Ann Garrison: Thanks for making time for this conversation, Noni, even though your launch party for the East Bay Permanent Real Estate Cooperative is tomorrow, December 5.
Noni Session: Glad to. Sorry I couldn’t write it myself, but I'm an academic. We have to work ourselves up into a flurry to write, and all my attention is on launching the cooperative right now.
AG: I had a feeling you had some academic or literary background because you express your goals so lyrically and precisely on your website that it gave me chills.
I should add that much academic writing is turgid and politically constrained, so what I’m really saying is that it’s obvious you’ve had the opportunity to give this a lot of thought and made good use of it. What is your academic background?
NS: I did my doctoral work at Cornell in anthropology, and I did my field work in Nairobi under the umbrella of the United Nations Development Program (UNDP). I was an intern and their liaison for local partnerships in Kenya. So I conferenced for them with other UN and humanitarian agencies and different government agencies. And in the process of doing that work in the Horn of Africa, I was also collecting data for my ethnographic research into the cultural productive modes of humanitarian workers in Nairobi.
AG: Hahaha. I love it. You were working on an ethnography of the so-called humanitarian organizations who were there claiming to help the Kenyans, not the Kenyans themselves.

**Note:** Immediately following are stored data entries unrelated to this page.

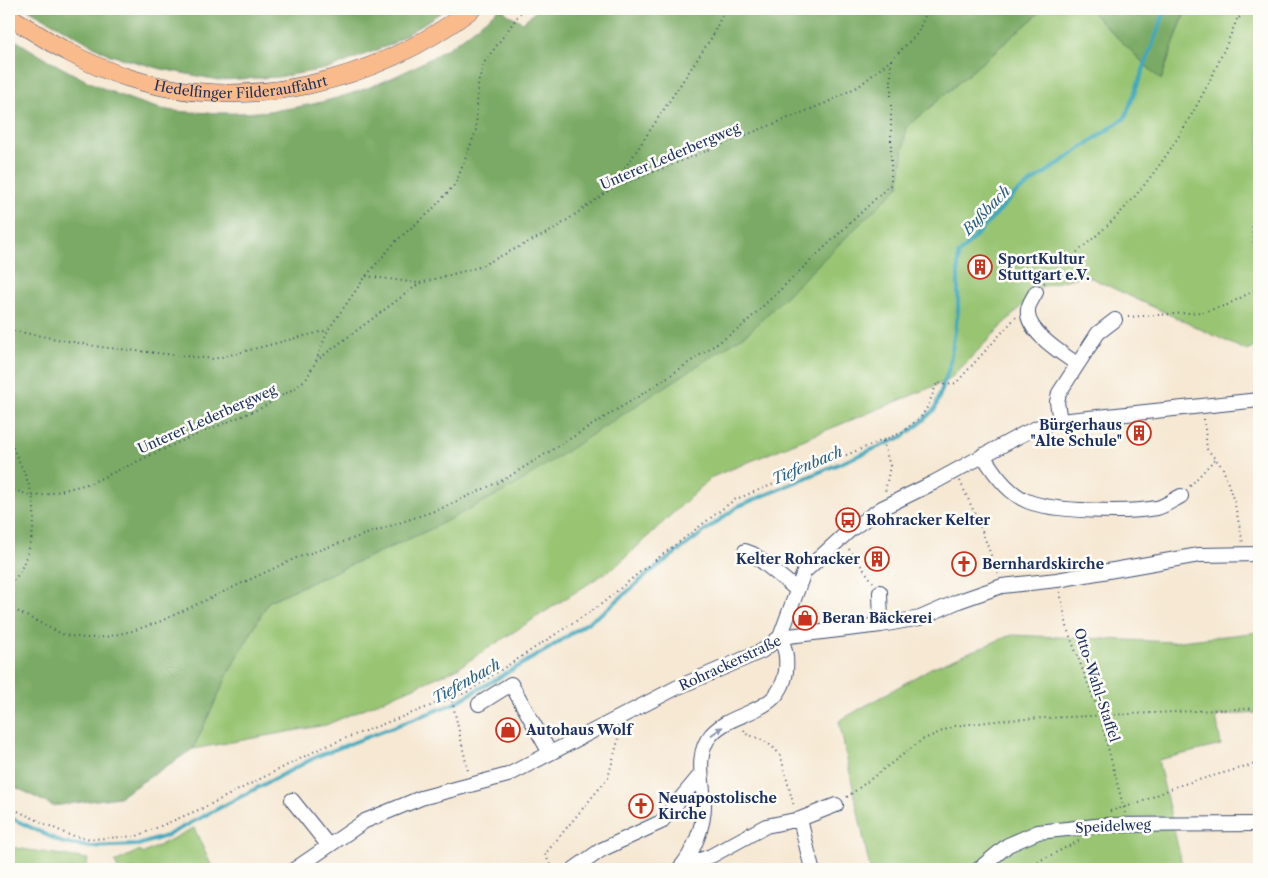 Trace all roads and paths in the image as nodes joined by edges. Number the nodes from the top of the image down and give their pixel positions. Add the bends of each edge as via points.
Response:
1 (472, 9) edge
2 (524, 9) edge
3 (725, 9) edge
4 (928, 9) edge
5 (1241, 9) edge
6 (1248, 9) edge
7 (9, 16) edge
8 (1237, 20) junction
9 (891, 60) junction
10 (611, 189) junction
11 (1259, 208) edge
12 (1259, 269) edge
13 (366, 276) junction
14 (420, 283) junction
15 (1255, 290) junction
16 (1259, 290) edge
17 (1036, 292) joint
18 (1028, 309) junction
19 (1115, 320) joint
20 (9, 330) edge
21 (328, 330) junction
22 (316, 361) junction
23 (1078, 364) junction
24 (1259, 400) edge
25 (1202, 404) junction
26 (1060, 422) junction
27 (9, 438) edge
28 (883, 441) junction
29 (983, 455) junction
30 (1215, 459) junction
31 (954, 471) junction
32 (9, 488) edge
33 (32, 496) junction
34 (1181, 496) joint
35 (882, 508) junction
36 (840, 538) junction
37 (745, 550) dead end
38 (1253, 555) edge
39 (1057, 580) junction
40 (1002, 586) junction
41 (9, 587) edge
42 (796, 589) junction
43 (880, 592) joint
44 (9, 607) edge
45 (881, 626) junction
46 (780, 637) junction
47 (451, 696) junction
48 (479, 704) dead end
49 (1259, 708) edge
50 (1099, 717) junction
51 (739, 718) junction
52 (621, 731) dead end
53 (550, 754) junction
54 (1259, 763) edge
55 (701, 774) junction
56 (471, 786) junction
57 (292, 800) dead end
58 (836, 805) joint
59 (9, 807) edge
60 (1124, 808) junction
61 (1107, 812) dead end
62 (798, 819) junction
63 (1128, 824) junction
64 (1259, 824) edge
65 (1087, 826) junction
66 (328, 845) junction
67 (680, 868) edge
68 (295, 869) edge
69 (552, 869) edge
70 (574, 869) edge
71 (812, 869) edge
72 (980, 869) edge
73 (1031, 869) edge

1 - 7 main road, Hedelfinger Filderauffahrt via 400,53 336,78 266,92 227,94 192,92 128,78 62,49
2 - 13 path via 484,63 478,83 476,131 456,183 430,212 397,240
3 - 10 path via 712,37
4 - 9 path, Unterer Lederbergweg via 917,34
5 - 8 path
6 - 8 path
8 - 17 path via 1222,57 1169,154 1115,218
9 - 10 path, Unterer Lederbergweg via 859,86 826,103
9 - 44 path via 891,184 740,328 505,480 440,509 296,558 159,622 132,631 106,637 64,635
10 - 14 path, Unterer Lederbergweg via 553,230 479,267
11 - 12 path via 1253,228
12 - 15 path
13 - 14 path
13 - 21 path
14 - 22 path, Unterer Lederbergweg
15 - 16 path
15 - 19 path via 1227,305 1203,312
17 - 18 street
18 - 23 street via 1029,318 1048,344
18 - 28 path via 1020,312 956,383 936,383 928,406 911,426
19 - 23 street via 1098,333
20 - 21 path via 100,347 214,358
21 - 22 path
22 - 33 path, Unterer Lederbergweg via 307,378 261,408 90,483 62,492
23 - 26 street via 1059,393
24 - 25 street
25 - 26 street
25 - 30 path via 1207,449
26 - 29 street via 1041,426
27 - 33 path
28 - 35 path via 890,466
28 - 47 path via 734,500 599,606 467,692
29 - 31 street
29 - 34 street via 997,477 1026,501 1053,509 1142,509 1159,507
30 - 34 path
30 - 38 path via 1223,468
31 - 35 street
31 - 40 path via 972,505
32 - 33 path, Unterer Lederbergweg
33 - 41 path via 34,518 26,557
35 - 36 street
36 - 42 street via 804,572
36 - 43 path
37 - 42 street
38 - 39 street, Rohrackerstraße via 1199,555
39 - 40 street, Rohrackerstraße
39 - 50 path, Otto-Wahl-Staffel via 1068,631
40 - 45 street, Rohrackerstraße via 920,618
42 - 46 street via 788,622
43 - 45 street
45 - 46 street, Rohrackerstraße
46 - 51 street via 787,661 777,694 768,703
46 - 53 street, Rohrackerstraße via 762,651 676,688
47 - 56 path
47 - 59 path via 323,747 203,808 137,836 92,839 70,834
48 - 53 street via 511,684
49 - 50 path
50 - 58 path via 1004,720 954,726 922,740
50 - 60 path, Otto-Wahl-Staffel
55 -> 51 street via 702,755 711,734
51 - 62 path via 746,734 768,743 781,757
52 - 69 path via 608,778 545,854
53 - 56 street, Rohrackerstraße via 508,775
54 - 60 path via 1177,786
55 - 67 street via 703,819
55 - 70 street via 662,822 601,850
56 - 66 street, Rohrackerstraße via 394,808 365,821
57 - 66 street
58 - 62 street
60 - 61 path
60 - 63 path, Otto-Wahl-Staffel
62 - 67 street via 766,826 711,856
62 - 71 street
63 - 64 street, Speidelweg
63 - 65 street, Speidelweg
65 - 72 street, Speidelweg via 1038,832 1008,845
65 - 73 path via 1077,842 1035,863
66 - 68 street, Rohrackerstraße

NS: Exactly. My work then and now is really about how Western humanitarian organizations are the central productive mode for establishing Western cultural presumptions and profit systems in other parts of the world. I spent a lot of time in my draft looking at the different ways that the agents of international humanitarianism play out a certain productive mode.
“Western humanitarian organizations are the central productive mode for establishing Western cultural presumptions and profit systems in other parts of the world.”
So for example, there’s a section on luxury goods and culturally appropriate ways to consume luxury goods. And there's a section discussing international and national salary structures and how they’re symbolically associated with certain organizations and nationalities. So I moved back and forth between how the Western productive frameworks—the humanitarians—bump up against and essentially speak against the sovereign Kenyan voice and its culturally productive setting.
I have another section that I call mobile sovereignty, where I demonstrate that just deploying the symbolic power of the United Nations Development Program functions to transform this space into a place where the UNDP has sovereignty over the actual sovereign government in Kenya.
AG: You’re reminding me of a great book—THE ROAD TO HELL, the Ravaging Effects of International Aid and Global Charity—written by Michael Maren, a disgusted former NGO employee, back in the 1990s. I’m sure it wouldn’t tell you anything you don’t already know, but it was an eye-opener for me about how foreign aid creates a destructive culture of dependency and promotes corruption.
NS: I would even go a step further because I’ve concluded that the NGOs are simply mimicking the productive frameworks of the larger multilateral institutions—the big international banks, the IMF, the World Bank, the UNDP, and NGOs like “Save the Children.”
AG: I’ve heard “Save the Children” called “Save the Chickens” because that’s all there’s money left for after the costs of maintaining the organization itself.
NS: That’s true of a lot of these NGOs. And they support the cultural structures dominating and sucking up all of the air and power in the development space. But if we just say “the NGOs must go,” we’re forgetting that the NGO money flowing into Africa and other parts of the world is tied to big Western capital and financial interests, including the IMF and the World Bank, that perpetuate a crippling debt structure. If anything needs to be abolished, it’s these large lending organizations that actually enchain people in the Global South.
That was the underlying philosophy in my training. I was trained by an underground Marxist figure, Terri Turner from University of Chicago.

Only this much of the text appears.